Ainda sem o previsto Casino estar a funcionar e vemos que esta operação está a ser altamente lucrativa para o Grupo SONAE conforme se lê aqui (http://biaxial.wordpress.com/tag/troia/ ) "O Tróia Resort está a dar os primeiros frutos em termos de resultados para a Sonae Capital. A empresa encerrou o ano de 2008 com um lucro de 28,4 milhões de euros, mais 100% que no ano anterior, em grande parte graças à rentabilização do projecto turístico da península de Tróia." Neste contexto de gigantesca operação comercial vemos que a verba a investir na valorização das ruínas é quase residual face ao retorno financeiro esperado.

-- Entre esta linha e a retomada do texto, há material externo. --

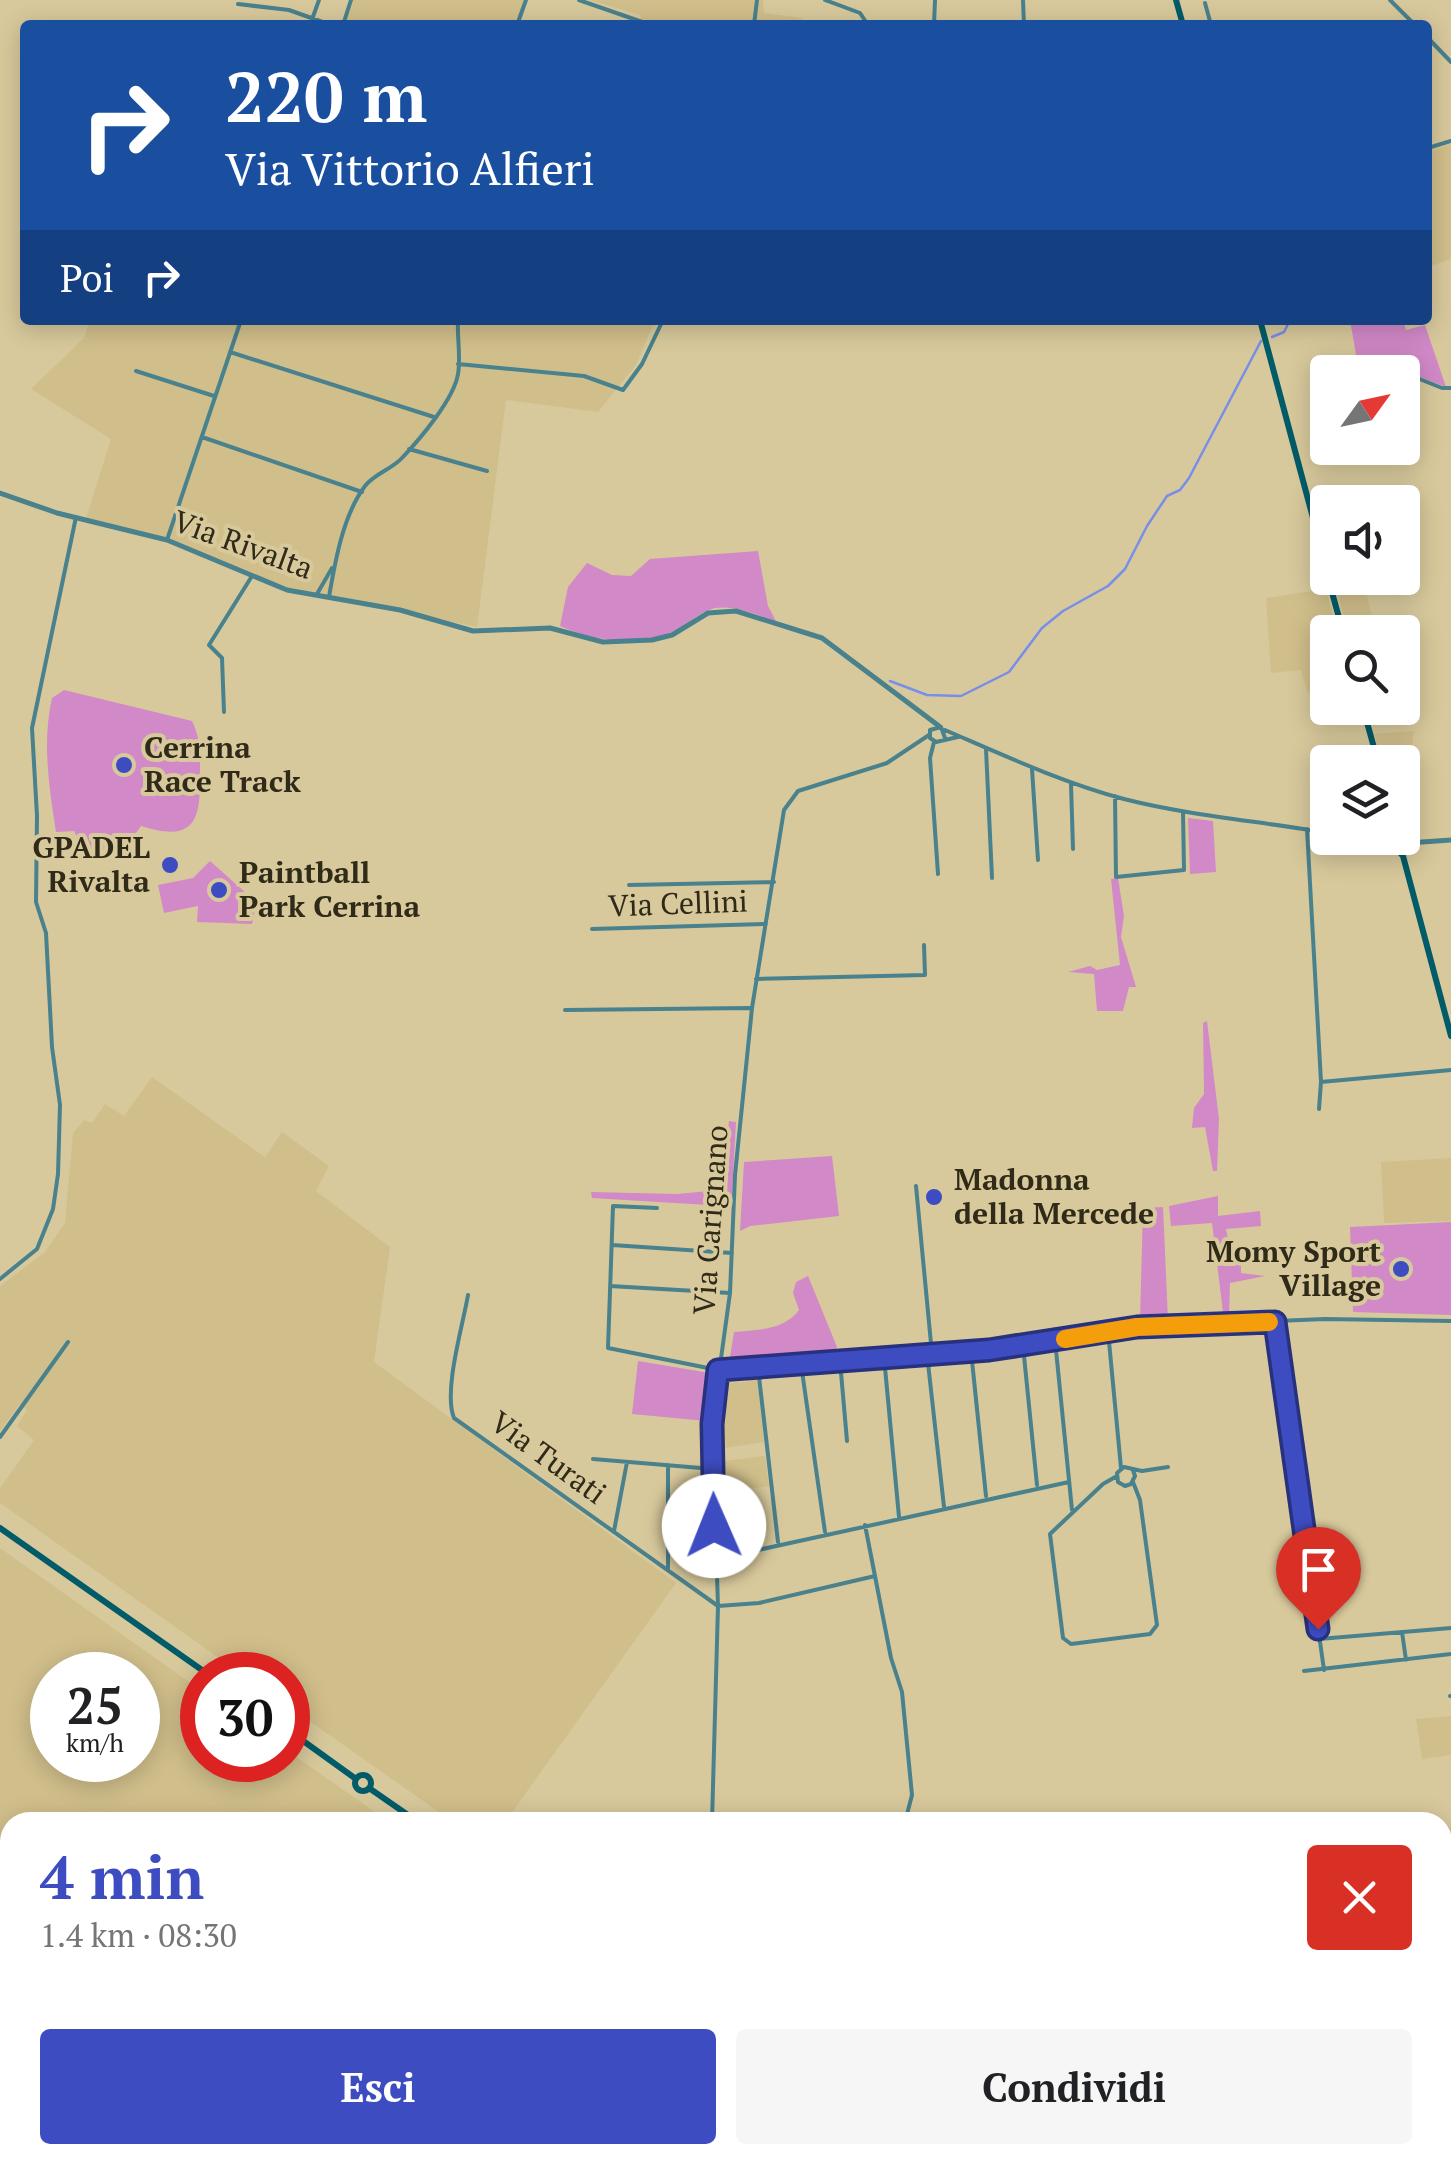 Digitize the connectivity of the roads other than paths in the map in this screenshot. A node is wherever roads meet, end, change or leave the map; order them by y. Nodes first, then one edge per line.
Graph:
1 (579, 0) edge
2 (825, 0) edge
3 (1390, 0) edge
4 (1205, 2) dead end
5 (238, 4) dead end
6 (308, 20) edge
7 (637, 20) edge
8 (865, 20) edge
9 (1209, 20) edge
10 (1410, 20) edge
11 (1432, 42) edge
12 (1451, 62) edge
13 (239, 325) edge
14 (458, 325) edge
15 (661, 325) edge
16 (1261, 325) edge
17 (230, 352) junction
18 (458, 364) junction
19 (136, 371) dead end
20 (1420, 379) edge
21 (1451, 388) edge
22 (214, 396) junction
23 (434, 417) junction
24 (202, 437) junction
25 (409, 449) junction
26 (487, 471) dead end
27 (362, 492) junction
28 (0, 493) edge
29 (1310, 508) edge
30 (76, 517) junction
31 (166, 540) junction
32 (335, 564) junction
33 (252, 576) junction
34 (316, 595) junction
35 (328, 597) junction
36 (224, 712) dead end
37 (939, 728) junction
38 (958, 737) junction
39 (931, 739) junction
40 (943, 740) junction
41 (934, 749) junction
42 (986, 750) junction
43 (1032, 768) junction
44 (1071, 782) junction
45 (1116, 796) junction
46 (1183, 812) junction
47 (1307, 829) junction
48 (1310, 830) edge
49 (1420, 837) edge
50 (1428, 840) junction
51 (1451, 840) edge
52 (1420, 842) edge
53 (1073, 849) dead end
54 (1402, 856) edge
55 (1038, 860) dead end
56 (938, 874) dead end
57 (992, 878) dead end
58 (774, 882) junction
59 (629, 885) dead end
60 (766, 924) junction
61 (592, 930) dead end
62 (924, 945) dead end
63 (756, 979) junction
64 (752, 1008) junction
65 (565, 1010) dead end
66 (1451, 1036) edge
67 (1451, 1070) edge
68 (1321, 1082) junction
69 (1319, 1109) dead end
70 (916, 1186) dead end
71 (657, 1208) dead end
72 (612, 1245) junction
73 (732, 1253) junction
74 (0, 1279) edge
75 (610, 1286) junction
76 (730, 1293) junction
77 (468, 1295) dead end
78 (1451, 1321) edge
79 (1275, 1322) junction
80 (1108, 1331) junction
81 (1055, 1340) junction
82 (68, 1342) dead end
83 (1023, 1346) junction
84 (972, 1352) junction
85 (930, 1354) junction
86 (884, 1358) junction
87 (840, 1361) junction
88 (801, 1364) junction
89 (758, 1368) junction
90 (718, 1370) junction
91 (0, 1437) edge
92 (847, 1441) dead end
93 (593, 1460) dead end
94 (627, 1462) junction
95 (668, 1465) junction
96 (713, 1468) junction
97 (1124, 1468) junction
98 (1168, 1468) dead end
99 (1117, 1476) junction
100 (1132, 1479) junction
101 (1069, 1482) junction
102 (1103, 1484) junction
103 (1120, 1484) junction
104 (1037, 1487) junction
105 (986, 1497) junction
106 (944, 1507) junction
107 (1072, 1510) junction
108 (899, 1517) junction
109 (865, 1526) junction
110 (0, 1528) edge
111 (614, 1532) junction
112 (825, 1534) junction
113 (778, 1544) junction
114 (716, 1560) junction
115 (668, 1572) junction
116 (876, 1575) junction
117 (718, 1606) junction
118 (1451, 1628) edge
119 (1402, 1632) junction
120 (1319, 1639) junction
121 (1451, 1654) edge
122 (180, 1655) edge
123 (1406, 1660) junction
124 (1324, 1670) junction
125 (1304, 1671) dead end
126 (310, 1746) edge
127 (404, 1812) edge
128 (712, 1812) edge
129 (908, 1812) edge

1 - 7 street
2 - 8 street
3 - 10 street
4 - 9 street
5 - 6 street
11 - 12 street
13 - 17 street
14 - 18 street
15 - 18 street
16 - 29 main road
17 - 22 street
17 - 23 street
18 - 23 street
19 - 22 street
20 - 21 street
22 - 24 street
23 - 25 street
24 - 27 street
24 - 31 street
25 - 26 street
25 - 27 street
27 - 32 street
28 - 30 street, Via Rivalta
30 - 31 street, Via Rivalta
30 - 74 street
31 - 33 street, Via Rivalta
32 - 34 street
32 - 35 street
33 - 34 street, Via Rivalta
33 - 36 street
34 - 35 street, Via Rivalta
35 - 37 street, Via Rivalta
37 - 38 street
37 - 39 street
37 - 40 street
38 - 40 street, Via Carignano
38 - 42 street
39 - 40 street, Via Carignano
39 - 41 street
39 - 58 street, Via Carignano
40 - 41 street
41 - 56 street
42 - 43 street
42 - 57 street
43 - 44 street
43 - 55 street
44 - 45 street
44 - 53 street
45 - 46 street
45 - 46 street
46 - 47 street
47 - 48 street
47 - 68 street
49 - 50 street
50 - 51 street
50 - 52 street
54 - 66 main road
58 - 59 street
58 - 60 street, Via Carignano
60 - 61 street, Via Cellini
60 - 63 street, Via Carignano
62 - 63 street
63 - 64 street, Via Carignano
64 - 65 street
64 - 73 street, Via Carignano
67 - 68 street
68 - 69 street
70 - 85 street
71 - 72 street
72 - 73 street
72 - 75 street
73 - 76 street, Via Carignano
75 - 76 street
75 - 90 street
76 - 90 street, Via Carignano
77 - 111 street, Via Turati
78 - 79 street
79 - 80 street
79 - 120 street
80 - 81 street
80 - 97 street
81 - 83 street
81 - 101 street
82 - 91 street
83 - 84 street
83 - 104 street
84 - 85 street
84 - 105 street
85 - 86 street
85 - 106 street
86 - 87 street
86 - 108 street
87 - 88 street
87 - 92 street
88 - 89 street
88 - 112 street
89 - 90 street
89 - 113 street
90 - 96 street, Via Carignano
93 - 94 street
94 - 95 street
94 - 111 street
95 - 96 street
95 - 115 street
96 - 114 street, Via Carignano
97 - 99 street
97 - 100 street
98 - 100 street
99 - 102 street
99 - 103 street
100 - 103 street
100 - 107 street
101 - 104 street
101 - 107 street
102 - 103 street
102 - 107 street
104 - 105 street
105 - 106 street
106 - 108 street
108 - 109 street
109 - 112 street
109 - 116 street
110 - 122 main road
111 - 115 street, Via Turati
112 - 113 street
113 - 114 street
114 - 117 street, Via Carignano
115 - 117 street, Via Turati
116 - 117 street
116 - 129 street
117 - 128 street, Via Carignano
118 - 119 street
119 - 120 street
119 - 123 street
120 - 124 street
121 - 123 street
123 - 124 street
124 - 125 street
126 - 127 main road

Por isso eu penso que quem tiver em exercer voluntariado na área da arqueologia o faça preferencialmente colaborando com os muitos projectos de investigação que são desenvolvidos por associações e entidades sem fins lucrativos (alguns dos quais de nível internacional) em vez de contribuír de forma ingénua para certas estratégias comerciais.